Г. К. Калабалина о себе и о своей семье
Трагические страницы3

Оглавление

…Летом 1932 года Семена перевели в Ленинград на работу в 66-ю школу-колонию, что находилась в районе пригорода «Сосновая Поляна». Это было учреждение со сложным контингентом ребят. Коллектив воспитателей то и дело менялся. В день, когда мы приехали, 50% воспитанников отсутствовали в д/доме. Нам дали комнатку в мансарде учебного корпуса. Подниматься в нее надо было по темной, крутой лестнице. Расположив свой скромный скарб в комнате, мы начали осваиваться на новом месте.

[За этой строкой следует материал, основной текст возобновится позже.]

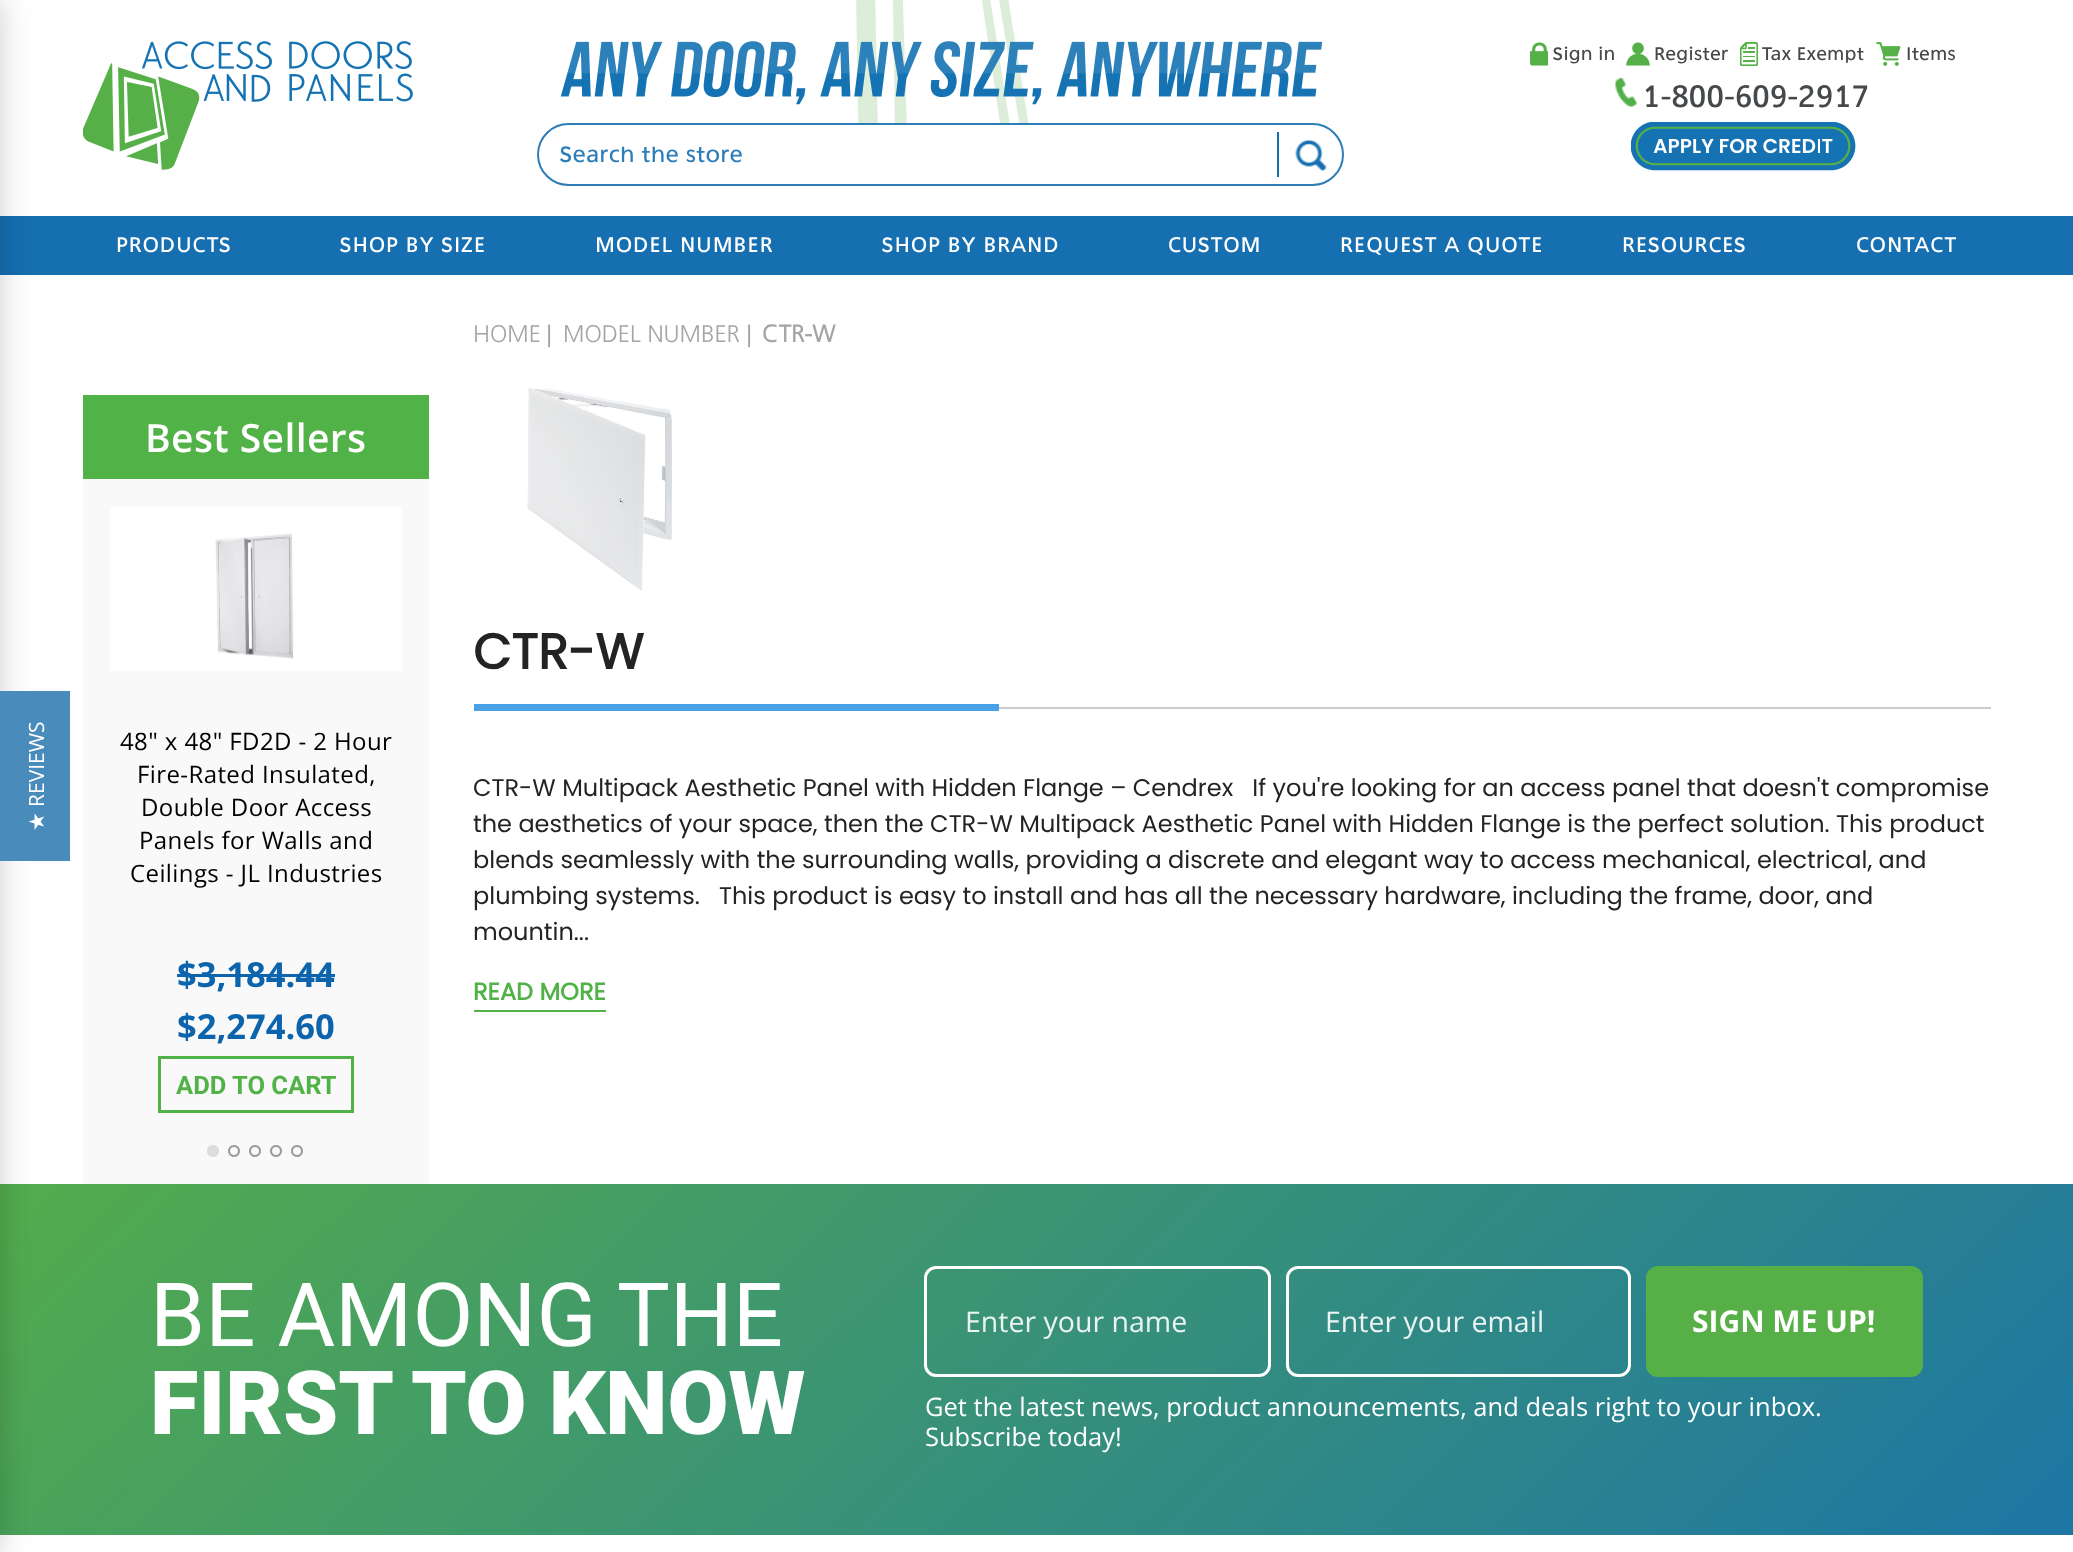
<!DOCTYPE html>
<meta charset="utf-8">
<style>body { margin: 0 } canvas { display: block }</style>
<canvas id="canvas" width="2073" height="1552"></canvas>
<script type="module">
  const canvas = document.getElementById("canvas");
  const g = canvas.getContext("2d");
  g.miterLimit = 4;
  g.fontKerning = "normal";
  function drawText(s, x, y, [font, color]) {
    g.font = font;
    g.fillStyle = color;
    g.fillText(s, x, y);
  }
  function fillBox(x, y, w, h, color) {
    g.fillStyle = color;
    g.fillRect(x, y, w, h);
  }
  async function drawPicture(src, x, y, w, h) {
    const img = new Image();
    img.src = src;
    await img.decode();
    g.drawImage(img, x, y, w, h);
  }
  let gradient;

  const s1 = ["19.5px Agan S", "#46494B"];
  const s2 = ["33px Agan S", "#46494B"];
  const s3 = ["24px Agan S", "#2C7DB8"];
  const s4 = ["22.5px Agan S", "#FFFFFF"];
  const s5 = ["600 39px Open Sans", "#FFFFFF"];
  const s6 = ["24px Open Sans", "#000000"];
  const s7 = ["bold 34.5px Open Sans", "#0C64AD"];
  const s8 = ["bold 25.5px Roboto", "#51B247"];
  const s9 = ["300 24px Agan", "#A5A5A5"];
  const s10 = ["24px Liberation Sans", "#A5A5A5"];
  const s11 = ["bold 24px Agan", "#A5A5A5"];
  const s12 = ["bold 49.5px Poppins", "#232323"];
  const s13 = ["24px Poppins", "#232323"];
  const s14 = ["bold 24px Poppins", "#51B247"];
  const s15 = ["88.5px Roboto", "#FFFFFF"];
  const s16 = ["900 88.5px Roboto", "#FFFFFF"];
  const s17 = ["28.5px Open Sans", "#EBF4F2"];
  const s18 = ["bold 30px Open Sans", "#FFFFFF"];
  const s19 = ["25.5px Open Sans", "#FFFFFF"];

  fillBox(0, 0, 2073, 1552, "#FFFFFF");
  fillBox(0, 216, 2073, 59, "#166FB0");
  gradient = g.createLinearGradient(449, 750, 1624, 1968);
  gradient.addColorStop(0, "#53AC4C");
  gradient.addColorStop(1, "#1D76A4");
  g.fillStyle = gradient;
  g.fillRect(0, 1184, 2073, 351);
  g.fillStyle = "rgba(0, 0, 0, 0.2)";
  g.filter = "blur(15px)";
  g.beginPath();
  g.rect(-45, 0, 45, 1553);
  g.fill();
  g.filter = "none";
  await drawPicture("pic1.png", 83, 41, 330, 129);
  await drawPicture("pic2.png", 1530, 42, 18, 24);
  drawText("Sign in", 1553, 60, s1);
  await drawPicture("pic3.png", 1626, 42, 24, 24);
  drawText("Register", 1654, 60, s1);
  await drawPicture("pic4.png", 1740, 42, 18, 24);
  drawText("Tax Exempt", 1762, 60, s1);
  await drawPicture("pic5.png", 1876, 42, 25, 24);
  drawText("Items", 1906, 60, s1);
  await drawPicture("pic6.png", 1615, 78, 22, 29);
  drawText("1-800-609-2917", 1642, 107, s2);
  await drawPicture("pic7.png", 1631, 122, 225, 49);
  await drawPicture("pic8.png", 560, 0, 763, 123);
  g.beginPath();
  g.roundRect(538, 124, 805, 61, 30.5);
  g.strokeStyle = "#2C7DB8";
  g.lineWidth = 2;
  g.stroke();
  drawText("Search the store", 560, 162, s3);
  await drawPicture("pic9.png", 1295, 139, 32, 32);
  fillBox(1277, 132, 2, 45, "#166FB0");
  g.letterSpacing = "0.75px";
  drawText("PRODUCTS", 116, 252, s4);
  drawText("SHOP BY SIZE", 340, 252, s4);
  drawText("MODEL NUMBER", 595, 252, s4);
  drawText("SHOP BY BRAND", 882, 252, s4);
  drawText("CUSTOM", 1168, 252, s4);
  drawText("REQUEST A QUOTE", 1340, 252, s4);
  drawText("RESOURCES", 1622, 252, s4);
  drawText("CONTACT", 1856, 252, s4);
  fillBox(0, 691, 70, 170, "#498CBC");
  g.letterSpacing = "0px";
  g.font = "21px Open Sans";
  g.fillStyle = "#FFFFFF";
  g.save();
  g.translate(44, 807);
  g.rotate(-90 * Math.PI / 180);
  g.fillText("REVIEWS", 0, 0);
  g.restore();
  g.font = "21px DejaVu Sans";
  g.save();
  g.translate(44, 831);
  g.rotate(-90 * Math.PI / 180);
  g.fillText("★", 0, 0);
  g.restore();
  fillBox(83, 395, 346, 84, "#51B247");
  g.letterSpacing = "0.4px";
  drawText("Best Sellers", 145, 452, s5);
  fillBox(83, 479, 346, 705, "#F9F9F9");
  fillBox(110, 506, 292, 165, "#FFFFFF");
  await drawPicture("pic10.png", 215, 533, 79, 126);
  drawText("48\" x 48\" FD2D - 2 Hour", 120, 750, s6);
  drawText("Fire-Rated Insulated,", 137, 783, s6);
  drawText("Double Door Access", 141, 816, s6);
  drawText("Panels for Walls and", 139, 849, s6);
  drawText("Ceilings - JL Industries", 130, 882, s6);
  g.letterSpacing = "0px";
  drawText("$3,184.44", 177, 987, s7);
  fillBox(177, 974, 158, 3, "#0C64AD");
  drawText("$2,274.60", 177, 1039, s7);
  g.strokeStyle = "#51B247";
  g.lineWidth = 3;
  g.strokeRect(159.5, 1057.5, 193, 54);
  drawText("ADD TO CART", 176, 1094, s8);
  g.beginPath();
  g.arc(213, 1151, 5, 0, Math.PI * 2);
  g.strokeStyle = "#DDDDDD";
  g.lineWidth = 2;
  g.stroke();
  g.fillStyle = "#DDDDDD";
  g.beginPath();
  g.arc(213, 1151, 5, 0, Math.PI * 2);
  g.fill();
  g.stroke();
  g.beginPath();
  g.arc(234, 1151, 5, 0, Math.PI * 2);
  g.strokeStyle = "#9C9C9C";
  g.stroke();
  g.beginPath();
  g.arc(234, 1151, 5, 0, Math.PI * 2);
  g.strokeStyle = "rgba(156, 156, 156, 0.6)";
  g.stroke();
  g.beginPath();
  g.arc(255, 1151, 5, 0, Math.PI * 2);
  g.strokeStyle = "#9C9C9C";
  g.stroke();
  g.beginPath();
  g.arc(255, 1151, 5, 0, Math.PI * 2);
  g.strokeStyle = "rgba(156, 156, 156, 0.6)";
  g.stroke();
  g.beginPath();
  g.arc(276, 1151, 5, 0, Math.PI * 2);
  g.strokeStyle = "#9C9C9C";
  g.stroke();
  g.beginPath();
  g.arc(276, 1151, 5, 0, Math.PI * 2);
  g.strokeStyle = "rgba(156, 156, 156, 0.6)";
  g.stroke();
  g.beginPath();
  g.arc(297, 1151, 5, 0, Math.PI * 2);
  g.strokeStyle = "#9C9C9C";
  g.stroke();
  g.beginPath();
  g.arc(297, 1151, 5, 0, Math.PI * 2);
  g.strokeStyle = "rgba(156, 156, 156, 0.6)";
  g.stroke();
  drawText("HOME", 473, 342, s9);
  drawText("|", 546, 342, s10);
  drawText("MODEL NUMBER", 563, 342, s9);
  drawText("|", 746, 342, s10);
  drawText("CTR-W", 762, 342, s11);
  await drawPicture("pic11.png", 527, 387, 145, 204);
  fillBox(999, 707, 992, 2, "#CCCCCC");
  drawText("CTR-W", 473, 669, s12);
  fillBox(474, 704, 525, 7, "#4BA1E8");
  drawText("CTR-W Multipack Aesthetic Panel with Hidden Flange – Cendrex   If you're looking for an access panel that doesn't compromise", 473, 796, s13);
  drawText("the aesthetics of your space, then the CTR-W Multipack Aesthetic Panel with Hidden Flange is the perfect solution. This product", 473, 832, s13);
  drawText("blends seamlessly with the surrounding walls, providing a discrete and elegant way to access mechanical, electrical, and", 473, 868, s13);
  drawText("plumbing systems.   This product is easy to install and has all the necessary hardware, including the frame, door, and", 473, 904, s13);
  drawText("mountin...", 473, 940, s13);
  drawText("READ MORE", 473, 1000, s14);
  fillBox(474, 1010, 132, 2, "#51B247");
  drawText("BE AMONG THE", 150, 1346, s15);
  drawText("FIRST TO KNOW", 150, 1434, s16);
  g.beginPath();
  g.roundRect(925.5, 1267.5, 344, 108, 10.5);
  g.strokeStyle = "#FFFFFF";
  g.lineWidth = 3;
  g.stroke();
  drawText("Enter your name", 965, 1332, s17);
  g.beginPath();
  g.roundRect(1287.5, 1267.5, 342, 108, 10.5);
  g.stroke();
  drawText("Enter your email", 1325, 1332, s17);
  g.fillStyle = "#56AF47";
  g.beginPath();
  g.roundRect(1647.5, 1267.5, 274, 108, 10.5);
  g.fill();
  g.strokeStyle = "#56AF47";
  g.stroke();
  drawText("SIGN ME UP!", 1692, 1332, s18);
  drawText("Get the latest news, product announcements, and deals right to your inbox.", 925, 1416, s19);
  drawText("Subscribe today!", 925, 1446, s19);
</script>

Костику было уже 10 месяцев, и я решила устроиться на работу. Жить на одну зарплату Семена было тяжело. Смотреть за детишками мы взяли девушку – Марусю, по национальности она была эстонка. Спокойная, аккуратная, она произвела на нас хорошее впечатление, и мы не ошиблись. В мое отсутствие дети были в надежных руках. Я поступила работать воспитателем в соседнюю школу-колонию, что была в одном километре от нас. Вновь началась жизнь, полная трудовых напряжений, домашних хлопот, тревог, радостей, вечеров в кругу семьи после трудового дня. Теперь мы уже вместе обсуждали свои успехи и неудачи. Семен всегда был для меня хорошим советчиком, помогал мне разобраться порой в трудных ситуациях. Приходил ко мне на работу, очень быстро вошел к нам в коллектив как свой человек. У нас образовалась хорошая, дружная компания молодых педагогов-воспитателей. Мы часто собирались вместе семьями. В свою очередь, я сдружилась с ребятами из 66-го детского дома. Они приходили ко мне за советом. Если кто из ребят заболевал, я вечерами ходила в изолятор проведать больных. Так, несмотря на то что мы работали в разных учреждениях, интересы у нас были общие.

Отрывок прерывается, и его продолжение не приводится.